## DATASET
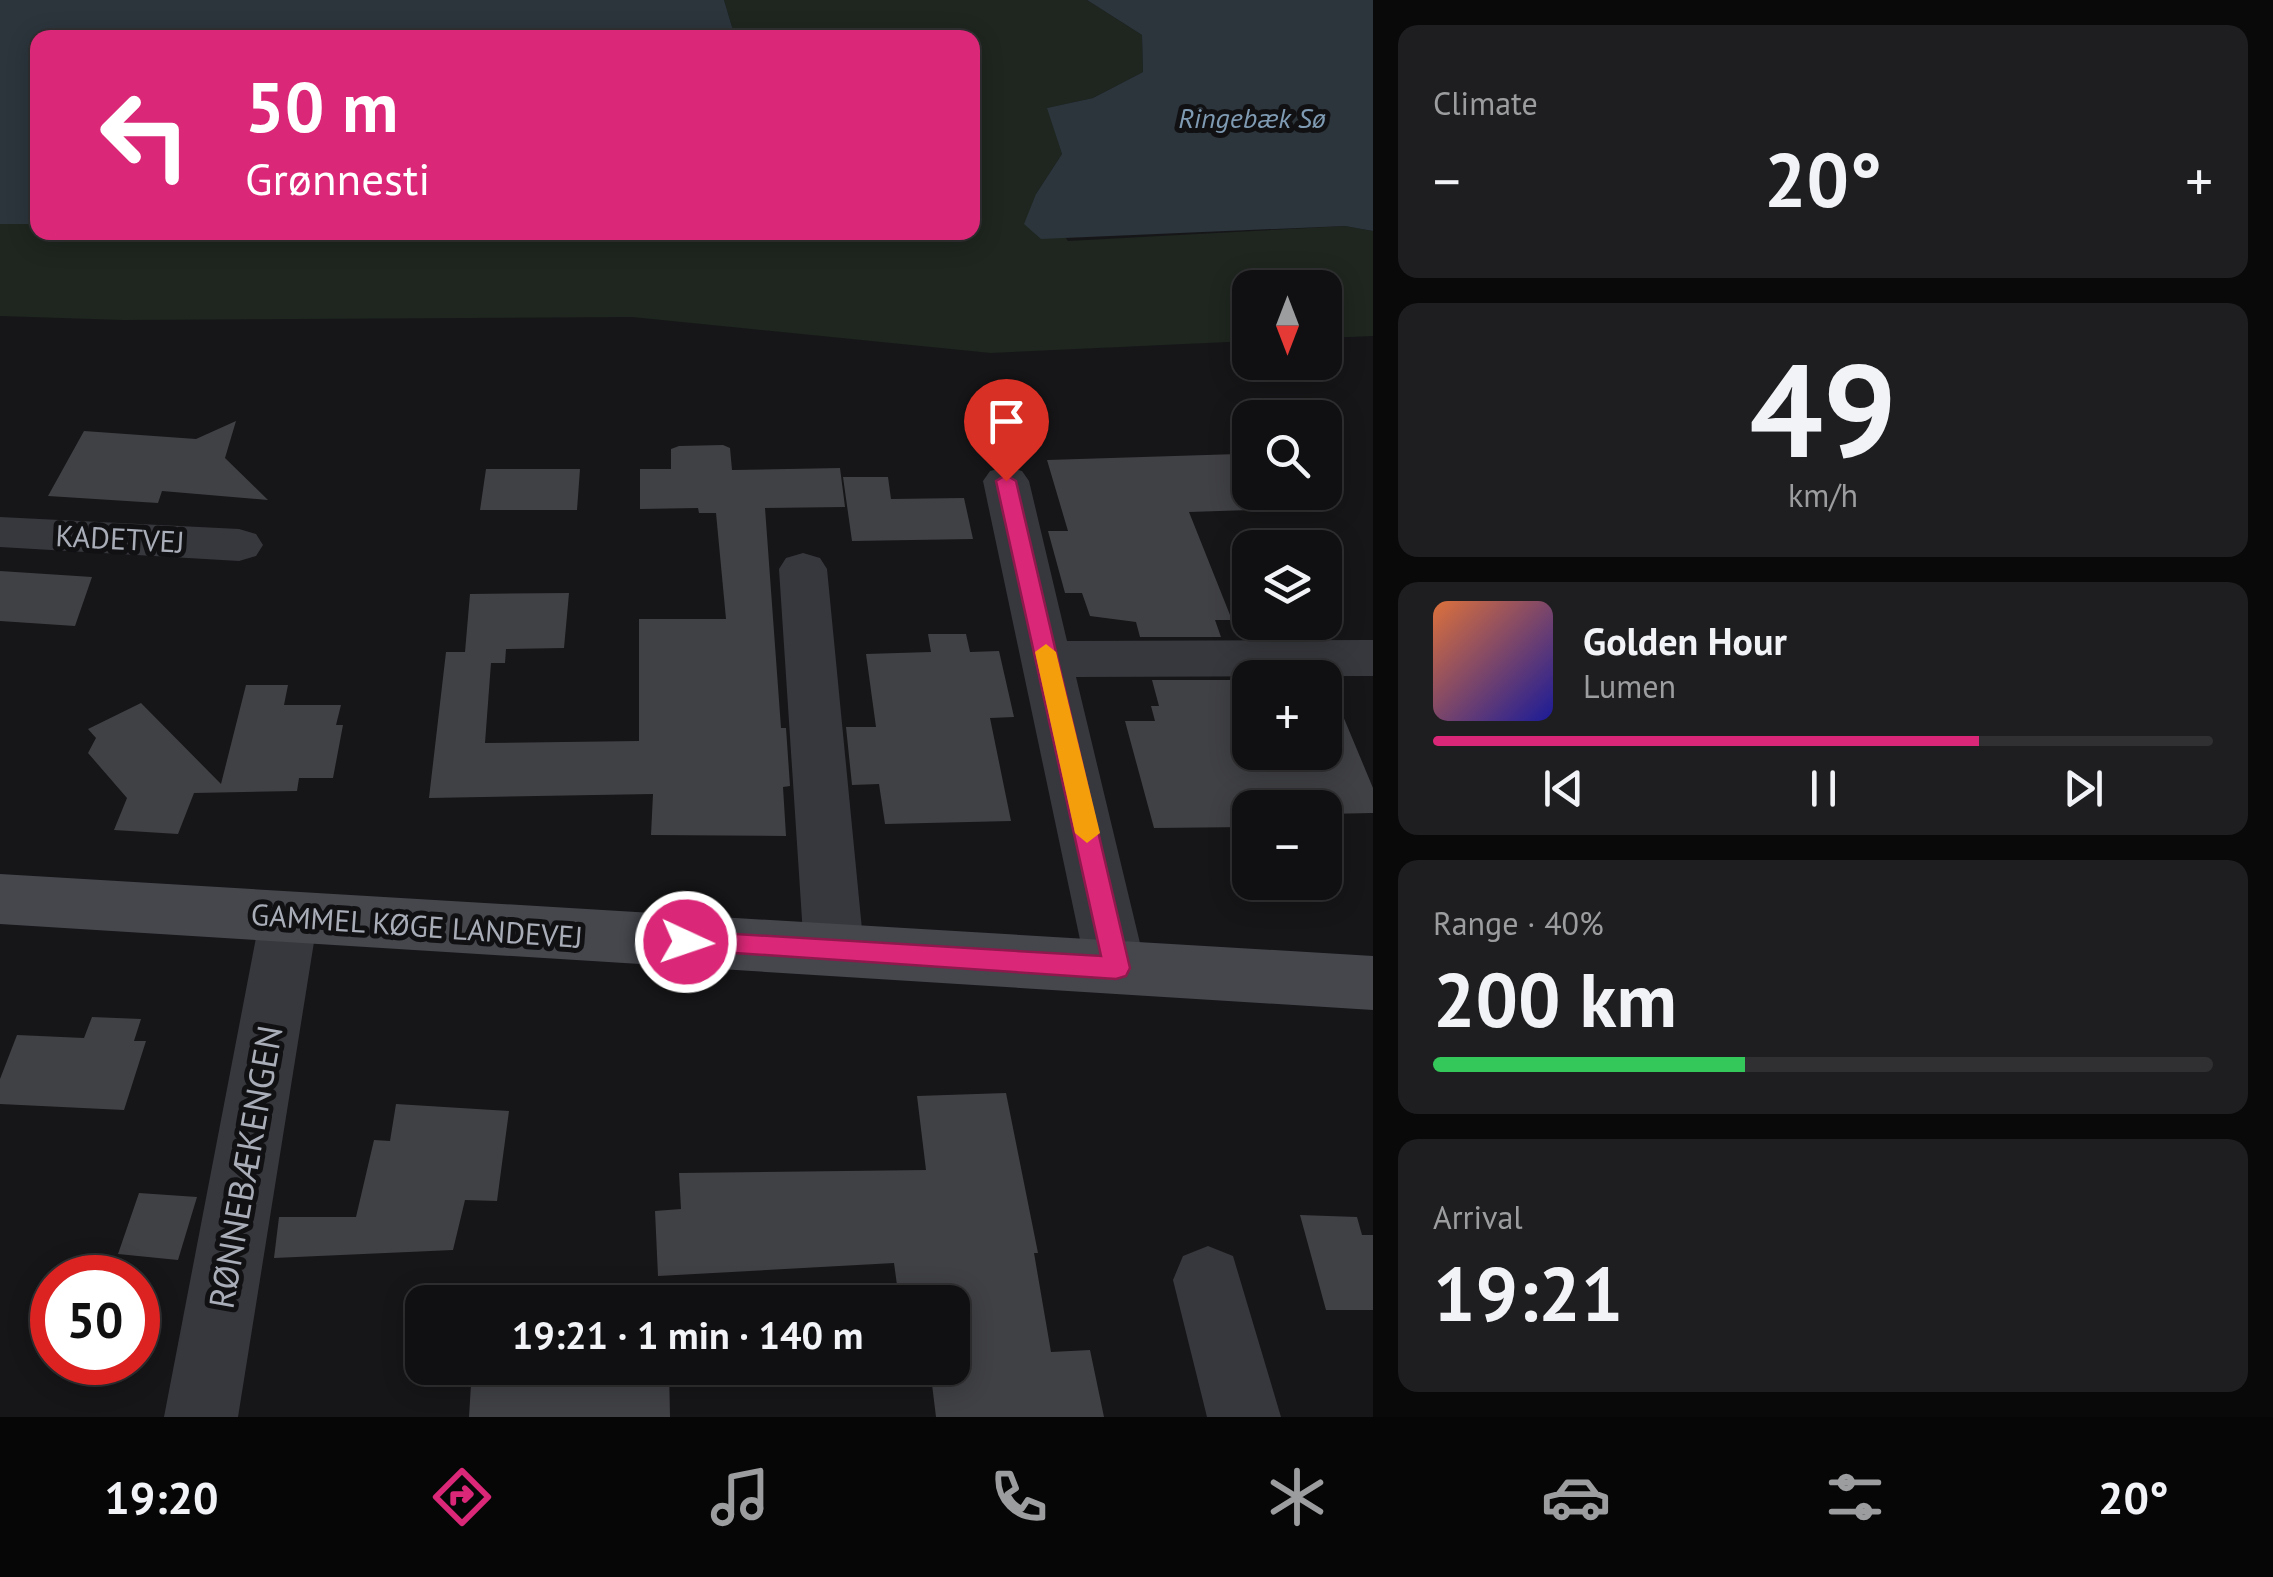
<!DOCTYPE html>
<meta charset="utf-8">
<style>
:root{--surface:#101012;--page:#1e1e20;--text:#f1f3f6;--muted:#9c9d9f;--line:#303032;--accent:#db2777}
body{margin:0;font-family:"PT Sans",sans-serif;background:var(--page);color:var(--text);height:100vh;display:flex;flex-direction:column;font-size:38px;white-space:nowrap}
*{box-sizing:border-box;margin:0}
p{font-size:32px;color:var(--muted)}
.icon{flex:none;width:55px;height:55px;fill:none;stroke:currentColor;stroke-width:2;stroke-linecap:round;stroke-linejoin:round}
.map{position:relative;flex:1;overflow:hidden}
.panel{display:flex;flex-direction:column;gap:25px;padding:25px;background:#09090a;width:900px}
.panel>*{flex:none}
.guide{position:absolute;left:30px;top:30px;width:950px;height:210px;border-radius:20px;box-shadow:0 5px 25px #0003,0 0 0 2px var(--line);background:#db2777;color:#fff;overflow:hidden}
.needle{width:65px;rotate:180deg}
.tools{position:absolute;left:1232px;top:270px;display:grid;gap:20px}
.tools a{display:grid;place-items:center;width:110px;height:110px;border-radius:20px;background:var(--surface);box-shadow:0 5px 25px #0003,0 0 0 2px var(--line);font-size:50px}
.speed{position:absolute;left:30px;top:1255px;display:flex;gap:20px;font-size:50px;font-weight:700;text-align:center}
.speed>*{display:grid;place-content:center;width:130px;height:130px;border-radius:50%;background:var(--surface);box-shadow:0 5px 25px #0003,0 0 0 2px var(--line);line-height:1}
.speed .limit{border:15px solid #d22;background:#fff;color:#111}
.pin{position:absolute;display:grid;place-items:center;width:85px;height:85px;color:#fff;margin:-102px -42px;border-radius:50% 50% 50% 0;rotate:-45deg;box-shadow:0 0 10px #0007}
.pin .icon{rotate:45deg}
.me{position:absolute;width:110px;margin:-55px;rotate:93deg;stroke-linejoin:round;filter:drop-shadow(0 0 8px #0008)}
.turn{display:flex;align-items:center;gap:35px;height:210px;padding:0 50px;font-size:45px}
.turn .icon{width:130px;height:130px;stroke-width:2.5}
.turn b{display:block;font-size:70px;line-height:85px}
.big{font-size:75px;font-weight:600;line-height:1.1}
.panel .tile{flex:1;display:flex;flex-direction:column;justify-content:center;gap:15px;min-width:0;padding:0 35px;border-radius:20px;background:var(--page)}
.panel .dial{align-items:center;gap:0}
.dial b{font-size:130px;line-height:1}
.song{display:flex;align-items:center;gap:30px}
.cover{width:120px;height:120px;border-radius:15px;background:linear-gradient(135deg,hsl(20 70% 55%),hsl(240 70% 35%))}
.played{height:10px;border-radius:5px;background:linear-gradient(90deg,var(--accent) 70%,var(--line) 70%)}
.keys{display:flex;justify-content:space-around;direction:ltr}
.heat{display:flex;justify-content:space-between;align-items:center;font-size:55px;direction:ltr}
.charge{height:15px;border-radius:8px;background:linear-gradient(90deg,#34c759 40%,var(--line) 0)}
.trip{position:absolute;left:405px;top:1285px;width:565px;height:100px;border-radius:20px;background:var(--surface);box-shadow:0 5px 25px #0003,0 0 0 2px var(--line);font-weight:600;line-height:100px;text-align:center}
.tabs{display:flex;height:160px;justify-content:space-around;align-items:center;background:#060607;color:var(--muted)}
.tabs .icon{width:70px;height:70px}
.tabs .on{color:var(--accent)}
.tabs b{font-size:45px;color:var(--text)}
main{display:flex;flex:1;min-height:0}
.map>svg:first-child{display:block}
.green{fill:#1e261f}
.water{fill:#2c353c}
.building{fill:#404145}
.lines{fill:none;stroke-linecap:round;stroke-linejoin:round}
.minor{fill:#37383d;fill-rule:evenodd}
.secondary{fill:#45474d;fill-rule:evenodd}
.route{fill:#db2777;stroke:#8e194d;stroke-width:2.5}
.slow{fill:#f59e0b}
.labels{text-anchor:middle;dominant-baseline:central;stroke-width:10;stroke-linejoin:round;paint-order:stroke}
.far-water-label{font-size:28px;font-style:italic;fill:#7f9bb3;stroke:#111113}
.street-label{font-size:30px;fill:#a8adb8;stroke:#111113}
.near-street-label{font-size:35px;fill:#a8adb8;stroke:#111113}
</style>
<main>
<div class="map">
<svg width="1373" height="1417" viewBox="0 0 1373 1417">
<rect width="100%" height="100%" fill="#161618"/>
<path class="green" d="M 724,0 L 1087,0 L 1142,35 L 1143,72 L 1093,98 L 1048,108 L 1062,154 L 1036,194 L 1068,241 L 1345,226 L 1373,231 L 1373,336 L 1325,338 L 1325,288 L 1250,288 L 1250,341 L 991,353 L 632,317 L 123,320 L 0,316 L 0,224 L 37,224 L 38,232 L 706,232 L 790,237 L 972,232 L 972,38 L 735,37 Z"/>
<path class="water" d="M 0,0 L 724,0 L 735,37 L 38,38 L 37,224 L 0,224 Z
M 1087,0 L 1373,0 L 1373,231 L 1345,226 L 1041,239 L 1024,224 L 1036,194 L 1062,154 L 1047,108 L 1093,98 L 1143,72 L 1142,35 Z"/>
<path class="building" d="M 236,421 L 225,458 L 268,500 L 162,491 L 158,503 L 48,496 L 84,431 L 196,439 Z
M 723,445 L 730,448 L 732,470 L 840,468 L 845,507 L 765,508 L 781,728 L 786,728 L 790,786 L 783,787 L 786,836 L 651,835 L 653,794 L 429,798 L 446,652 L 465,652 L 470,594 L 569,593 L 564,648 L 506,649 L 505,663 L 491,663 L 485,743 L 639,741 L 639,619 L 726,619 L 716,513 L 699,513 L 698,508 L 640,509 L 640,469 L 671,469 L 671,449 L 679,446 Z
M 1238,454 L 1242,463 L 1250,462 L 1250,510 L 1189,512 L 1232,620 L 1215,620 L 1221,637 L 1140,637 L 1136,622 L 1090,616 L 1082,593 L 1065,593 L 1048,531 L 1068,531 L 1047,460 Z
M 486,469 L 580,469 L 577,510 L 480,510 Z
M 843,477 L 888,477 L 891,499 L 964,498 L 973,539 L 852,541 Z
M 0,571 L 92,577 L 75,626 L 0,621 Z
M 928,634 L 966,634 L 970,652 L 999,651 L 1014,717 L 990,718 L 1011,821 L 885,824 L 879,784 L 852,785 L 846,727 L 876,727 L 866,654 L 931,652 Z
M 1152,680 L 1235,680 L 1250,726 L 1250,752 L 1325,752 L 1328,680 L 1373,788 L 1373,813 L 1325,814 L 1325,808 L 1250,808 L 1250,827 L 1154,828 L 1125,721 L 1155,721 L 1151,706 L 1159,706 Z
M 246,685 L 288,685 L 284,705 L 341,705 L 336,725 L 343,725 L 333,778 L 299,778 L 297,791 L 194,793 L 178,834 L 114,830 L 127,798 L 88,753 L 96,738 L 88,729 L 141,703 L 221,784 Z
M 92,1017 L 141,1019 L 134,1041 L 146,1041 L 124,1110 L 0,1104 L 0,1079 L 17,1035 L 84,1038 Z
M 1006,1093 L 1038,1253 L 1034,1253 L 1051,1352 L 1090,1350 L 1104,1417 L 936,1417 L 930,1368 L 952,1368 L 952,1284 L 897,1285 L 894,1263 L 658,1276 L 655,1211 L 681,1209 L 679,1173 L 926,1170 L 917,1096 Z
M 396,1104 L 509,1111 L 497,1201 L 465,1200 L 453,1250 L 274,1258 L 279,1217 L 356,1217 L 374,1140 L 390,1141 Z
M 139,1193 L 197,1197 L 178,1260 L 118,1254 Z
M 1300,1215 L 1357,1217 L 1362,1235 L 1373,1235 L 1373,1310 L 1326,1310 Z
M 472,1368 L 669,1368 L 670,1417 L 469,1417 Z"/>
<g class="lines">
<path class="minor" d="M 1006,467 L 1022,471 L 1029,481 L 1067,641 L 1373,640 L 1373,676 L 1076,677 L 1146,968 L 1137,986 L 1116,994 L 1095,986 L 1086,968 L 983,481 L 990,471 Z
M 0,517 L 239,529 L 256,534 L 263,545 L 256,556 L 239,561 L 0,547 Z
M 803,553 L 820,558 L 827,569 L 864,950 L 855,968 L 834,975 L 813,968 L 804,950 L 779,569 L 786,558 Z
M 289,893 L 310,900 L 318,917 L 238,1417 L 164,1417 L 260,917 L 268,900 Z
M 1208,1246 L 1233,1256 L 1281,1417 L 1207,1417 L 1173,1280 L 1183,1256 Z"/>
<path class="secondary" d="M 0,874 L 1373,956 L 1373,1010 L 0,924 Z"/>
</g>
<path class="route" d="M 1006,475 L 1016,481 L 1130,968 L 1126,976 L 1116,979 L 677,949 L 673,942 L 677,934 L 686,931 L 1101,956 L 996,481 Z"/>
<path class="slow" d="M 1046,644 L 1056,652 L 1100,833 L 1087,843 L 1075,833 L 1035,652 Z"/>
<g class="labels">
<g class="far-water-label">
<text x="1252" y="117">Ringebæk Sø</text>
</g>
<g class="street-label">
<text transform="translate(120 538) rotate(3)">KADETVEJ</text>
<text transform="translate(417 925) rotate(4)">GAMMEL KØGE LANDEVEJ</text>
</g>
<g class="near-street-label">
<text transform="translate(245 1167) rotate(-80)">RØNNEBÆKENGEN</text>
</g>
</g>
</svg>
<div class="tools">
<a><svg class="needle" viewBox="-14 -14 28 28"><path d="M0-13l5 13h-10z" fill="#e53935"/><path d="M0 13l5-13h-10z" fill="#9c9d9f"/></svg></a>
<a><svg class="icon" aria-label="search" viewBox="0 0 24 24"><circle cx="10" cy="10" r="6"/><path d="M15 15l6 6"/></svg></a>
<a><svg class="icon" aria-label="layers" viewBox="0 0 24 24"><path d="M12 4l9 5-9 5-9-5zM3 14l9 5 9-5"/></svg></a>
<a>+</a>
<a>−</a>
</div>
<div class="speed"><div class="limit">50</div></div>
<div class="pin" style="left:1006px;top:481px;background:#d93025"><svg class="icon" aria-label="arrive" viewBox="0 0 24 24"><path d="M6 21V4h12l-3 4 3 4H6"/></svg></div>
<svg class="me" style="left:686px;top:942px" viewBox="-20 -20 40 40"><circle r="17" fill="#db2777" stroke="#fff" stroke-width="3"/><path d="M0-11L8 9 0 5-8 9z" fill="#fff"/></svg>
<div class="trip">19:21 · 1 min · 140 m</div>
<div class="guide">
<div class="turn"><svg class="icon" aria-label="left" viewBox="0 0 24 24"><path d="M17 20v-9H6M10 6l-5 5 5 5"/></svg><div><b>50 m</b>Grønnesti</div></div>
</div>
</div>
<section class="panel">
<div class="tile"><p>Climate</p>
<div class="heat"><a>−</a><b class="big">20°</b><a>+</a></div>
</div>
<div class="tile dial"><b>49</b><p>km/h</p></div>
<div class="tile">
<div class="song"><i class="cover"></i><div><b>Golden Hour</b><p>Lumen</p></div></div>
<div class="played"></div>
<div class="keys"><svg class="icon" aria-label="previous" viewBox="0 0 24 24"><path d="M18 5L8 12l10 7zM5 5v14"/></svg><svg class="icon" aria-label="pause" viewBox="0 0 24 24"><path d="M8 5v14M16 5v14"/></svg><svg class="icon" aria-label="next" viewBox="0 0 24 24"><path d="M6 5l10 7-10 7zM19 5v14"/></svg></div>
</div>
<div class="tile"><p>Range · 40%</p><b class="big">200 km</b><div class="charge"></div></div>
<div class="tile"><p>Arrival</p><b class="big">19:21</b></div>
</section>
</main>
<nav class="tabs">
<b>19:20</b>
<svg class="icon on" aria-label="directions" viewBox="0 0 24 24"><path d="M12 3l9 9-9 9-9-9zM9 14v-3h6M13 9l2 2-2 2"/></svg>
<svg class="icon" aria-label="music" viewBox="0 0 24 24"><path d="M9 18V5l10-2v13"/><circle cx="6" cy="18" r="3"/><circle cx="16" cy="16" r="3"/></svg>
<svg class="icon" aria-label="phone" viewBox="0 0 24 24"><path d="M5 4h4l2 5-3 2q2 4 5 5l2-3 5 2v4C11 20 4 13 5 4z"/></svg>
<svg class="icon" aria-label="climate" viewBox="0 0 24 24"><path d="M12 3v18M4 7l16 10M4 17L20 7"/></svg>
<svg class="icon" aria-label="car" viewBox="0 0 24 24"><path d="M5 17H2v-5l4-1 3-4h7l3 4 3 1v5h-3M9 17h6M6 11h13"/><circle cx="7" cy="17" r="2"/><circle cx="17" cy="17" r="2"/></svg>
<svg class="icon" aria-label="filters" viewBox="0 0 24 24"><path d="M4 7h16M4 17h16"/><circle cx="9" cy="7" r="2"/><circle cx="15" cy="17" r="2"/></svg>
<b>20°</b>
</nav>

## ASSIGNMENT
Every line in the listing that holds "keys" belongs in the answer.

## RESPONSE
.keys{display:flex;justify-content:space-around;direction:ltr}
<div class="keys"><svg class="icon" aria-label="previous" viewBox="0 0 24 24"><path d="M18 5L8 12l10 7zM5 5v14"/></svg><svg class="icon" aria-label="pause" viewBox="0 0 24 24"><path d="M8 5v14M16 5v14"/></svg><svg class="icon" aria-label="next" viewBox="0 0 24 24"><path d="M6 5l10 7-10 7zM19 5v14"/></svg></div>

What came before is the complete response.